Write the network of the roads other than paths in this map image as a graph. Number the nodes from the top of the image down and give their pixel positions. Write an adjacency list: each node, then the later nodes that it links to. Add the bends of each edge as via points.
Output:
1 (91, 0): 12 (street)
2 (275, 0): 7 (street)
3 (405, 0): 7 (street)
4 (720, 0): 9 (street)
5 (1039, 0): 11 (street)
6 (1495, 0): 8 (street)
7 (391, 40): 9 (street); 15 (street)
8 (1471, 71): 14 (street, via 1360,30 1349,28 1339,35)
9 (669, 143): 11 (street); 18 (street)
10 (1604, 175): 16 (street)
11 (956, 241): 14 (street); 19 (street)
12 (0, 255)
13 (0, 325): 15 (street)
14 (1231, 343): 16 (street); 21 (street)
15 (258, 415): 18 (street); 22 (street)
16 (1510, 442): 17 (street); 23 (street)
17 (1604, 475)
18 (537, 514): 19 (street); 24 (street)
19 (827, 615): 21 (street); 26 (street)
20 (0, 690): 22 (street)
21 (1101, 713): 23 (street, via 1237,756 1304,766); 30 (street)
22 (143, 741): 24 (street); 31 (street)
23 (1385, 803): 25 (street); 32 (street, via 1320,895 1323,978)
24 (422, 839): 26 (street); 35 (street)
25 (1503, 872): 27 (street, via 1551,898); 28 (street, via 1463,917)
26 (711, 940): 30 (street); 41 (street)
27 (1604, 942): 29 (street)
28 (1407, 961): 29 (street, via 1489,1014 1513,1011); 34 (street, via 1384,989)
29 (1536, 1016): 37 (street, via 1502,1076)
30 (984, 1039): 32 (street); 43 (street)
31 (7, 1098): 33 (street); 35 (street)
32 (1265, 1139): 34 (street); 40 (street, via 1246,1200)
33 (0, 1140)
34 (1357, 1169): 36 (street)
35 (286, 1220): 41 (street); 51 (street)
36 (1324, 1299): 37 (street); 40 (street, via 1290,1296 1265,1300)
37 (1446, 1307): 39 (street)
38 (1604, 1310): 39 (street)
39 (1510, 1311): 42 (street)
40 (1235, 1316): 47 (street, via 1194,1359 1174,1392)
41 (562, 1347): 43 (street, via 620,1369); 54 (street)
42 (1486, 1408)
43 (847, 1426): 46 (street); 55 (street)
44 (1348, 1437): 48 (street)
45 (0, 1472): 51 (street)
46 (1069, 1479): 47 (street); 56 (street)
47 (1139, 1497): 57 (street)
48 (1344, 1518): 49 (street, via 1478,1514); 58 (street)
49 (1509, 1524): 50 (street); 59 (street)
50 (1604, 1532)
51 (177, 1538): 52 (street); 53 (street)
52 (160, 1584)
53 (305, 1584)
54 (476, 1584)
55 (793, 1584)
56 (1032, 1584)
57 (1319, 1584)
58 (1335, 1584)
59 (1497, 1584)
______
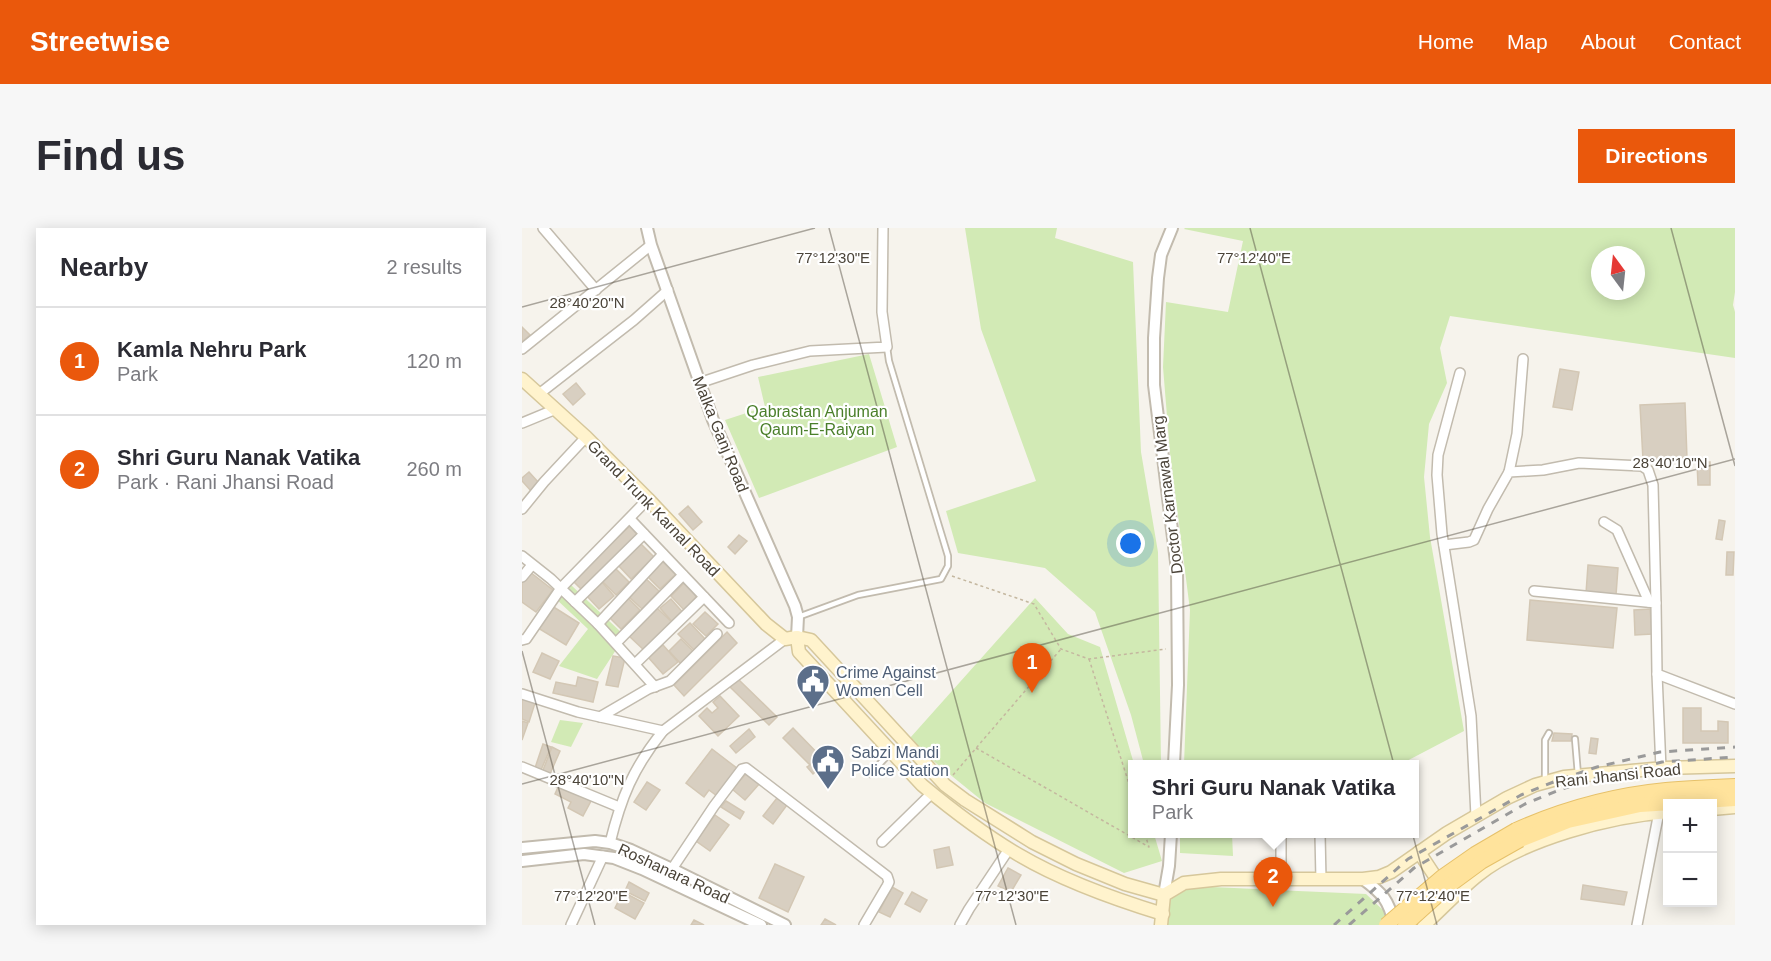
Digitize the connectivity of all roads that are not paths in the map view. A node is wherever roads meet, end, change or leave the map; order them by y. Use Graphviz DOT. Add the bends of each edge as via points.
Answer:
______
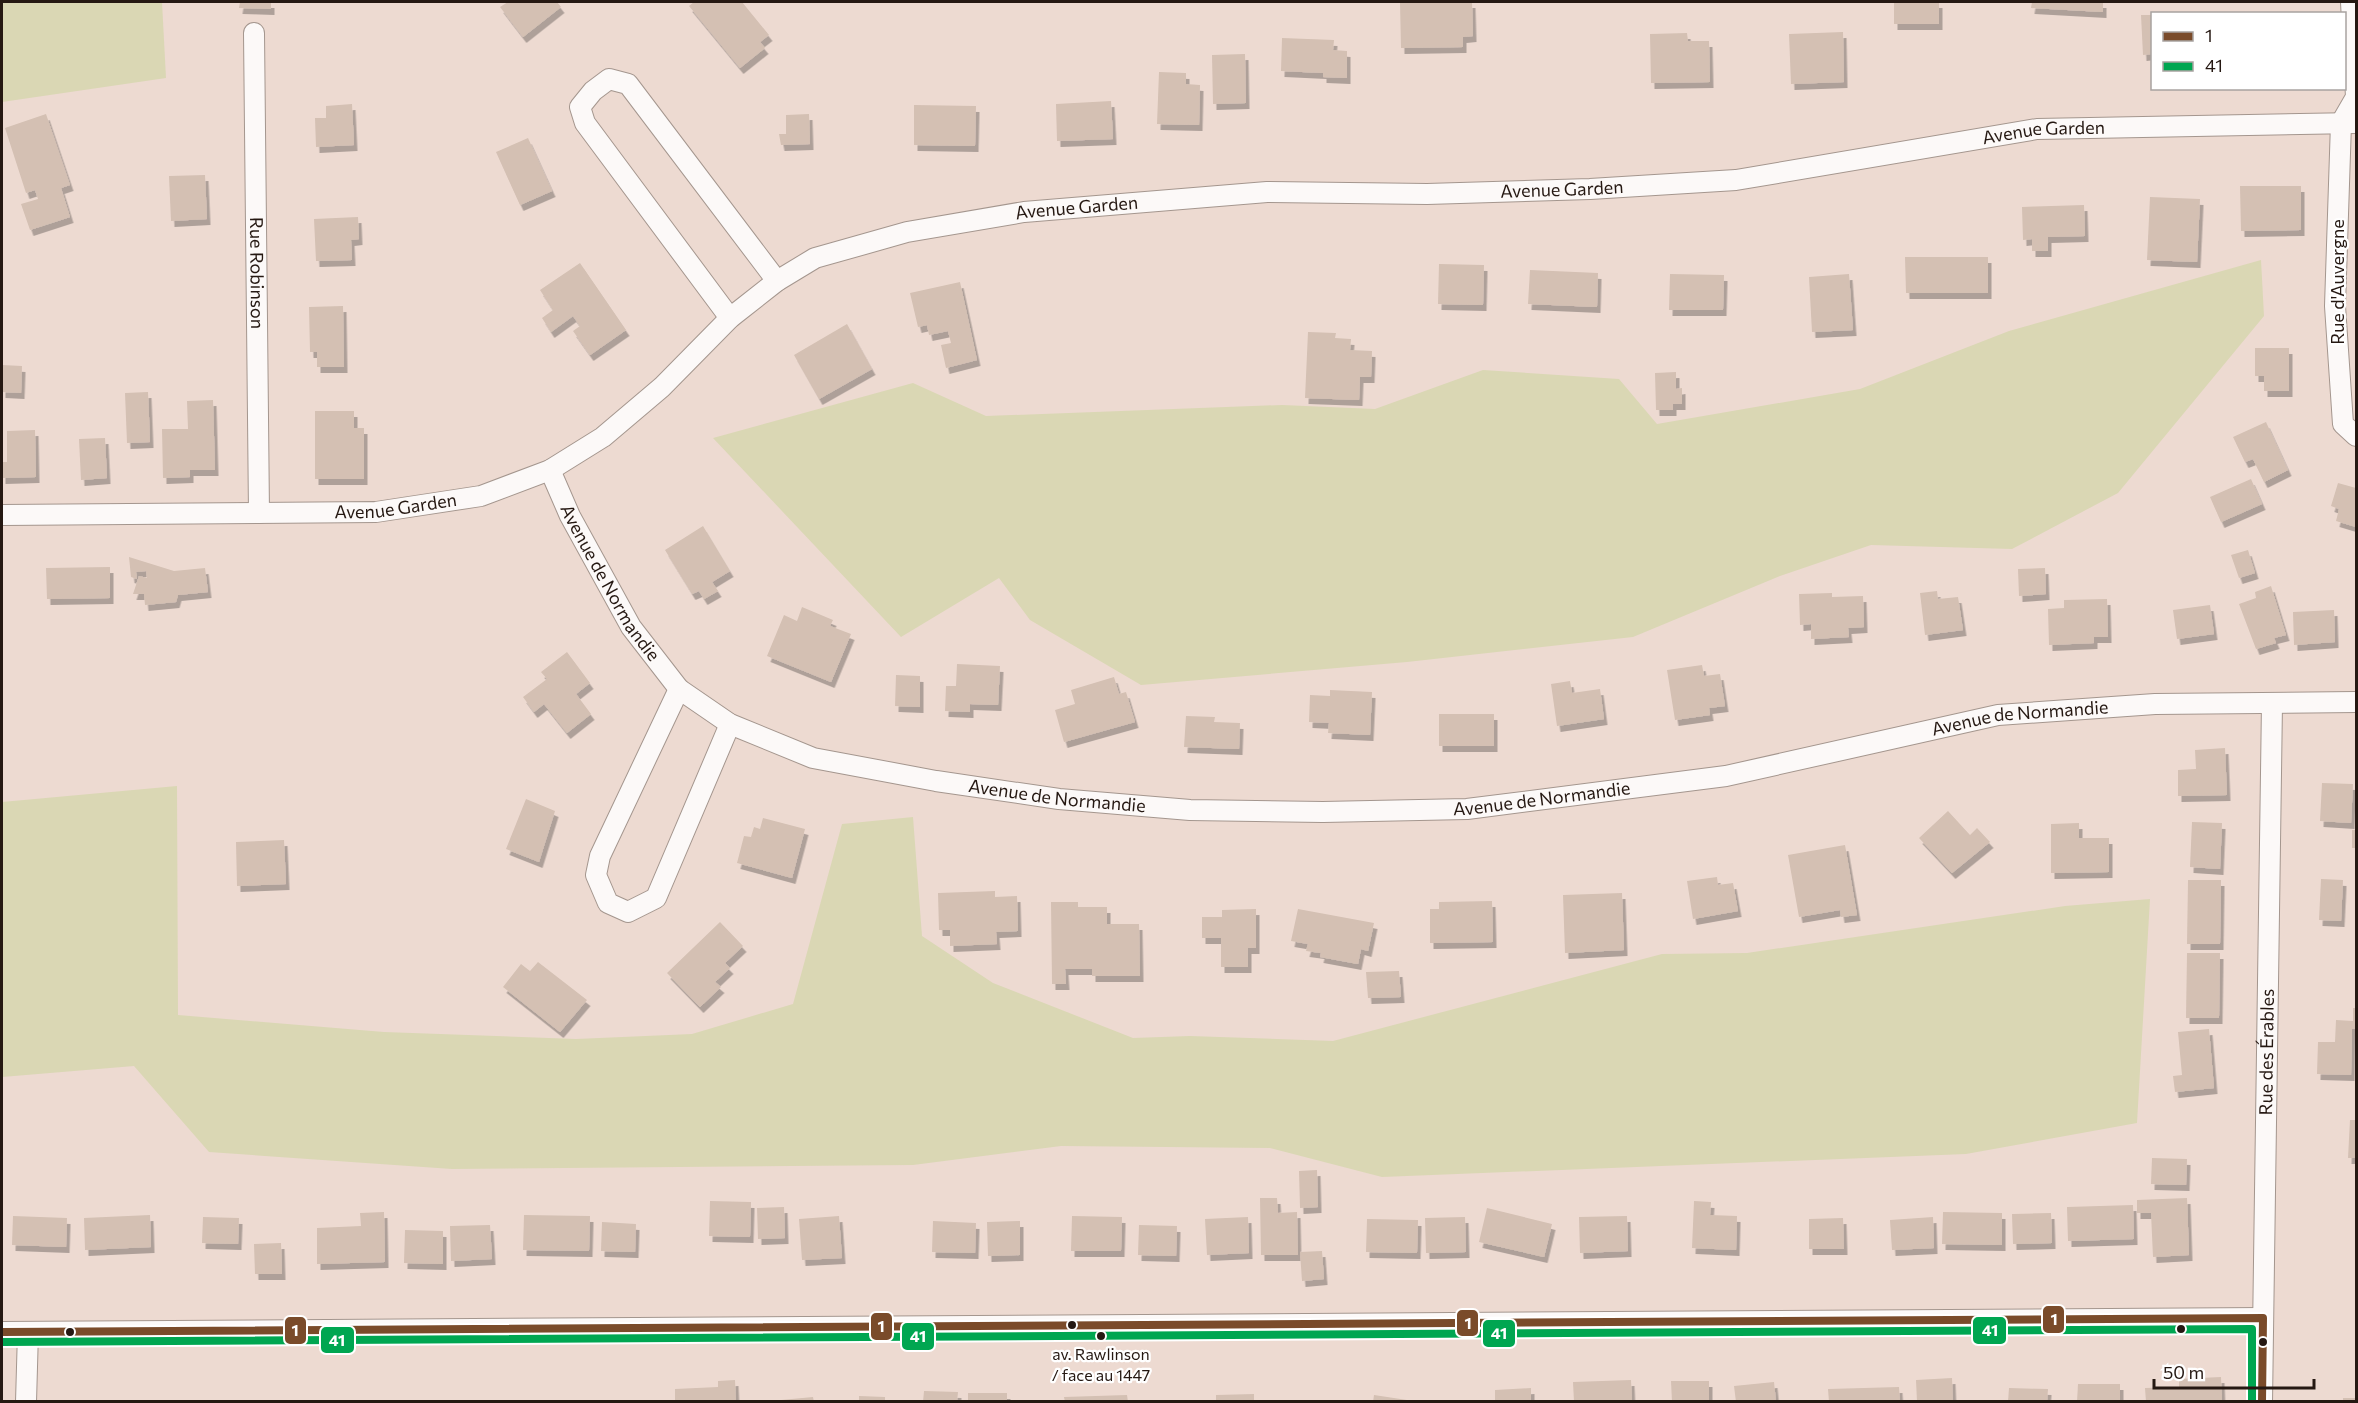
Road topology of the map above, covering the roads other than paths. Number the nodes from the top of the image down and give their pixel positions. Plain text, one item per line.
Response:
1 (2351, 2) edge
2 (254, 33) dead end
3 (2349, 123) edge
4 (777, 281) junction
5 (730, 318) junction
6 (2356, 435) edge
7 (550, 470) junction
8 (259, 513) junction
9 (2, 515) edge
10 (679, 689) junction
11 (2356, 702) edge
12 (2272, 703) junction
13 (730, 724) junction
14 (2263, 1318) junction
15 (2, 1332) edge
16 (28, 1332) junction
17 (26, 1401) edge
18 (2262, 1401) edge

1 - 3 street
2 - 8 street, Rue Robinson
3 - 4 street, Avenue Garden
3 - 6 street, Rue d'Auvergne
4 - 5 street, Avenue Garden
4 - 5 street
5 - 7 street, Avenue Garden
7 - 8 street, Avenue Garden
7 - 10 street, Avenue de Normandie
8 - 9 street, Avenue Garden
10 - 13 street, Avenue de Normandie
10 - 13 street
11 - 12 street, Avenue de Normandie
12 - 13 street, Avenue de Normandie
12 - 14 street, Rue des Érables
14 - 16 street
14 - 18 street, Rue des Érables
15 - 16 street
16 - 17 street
______
Every line with the string "that" in the material should be returned.

Solution for this problem:
Write the network of the roads other than paths in this map image as a graph. Number the nodes from the top of the image down and give their pixel positions. Write an adjacency list: each node, then the later nodes that it links to. Add the bends of each edge as via points.
Digitize the connectivity of all roads that are not paths in the map view. A node is wherever roads meet, end, change or leave the map; order them by y. Use Graphviz DOT. Add the bends of each edge as via points.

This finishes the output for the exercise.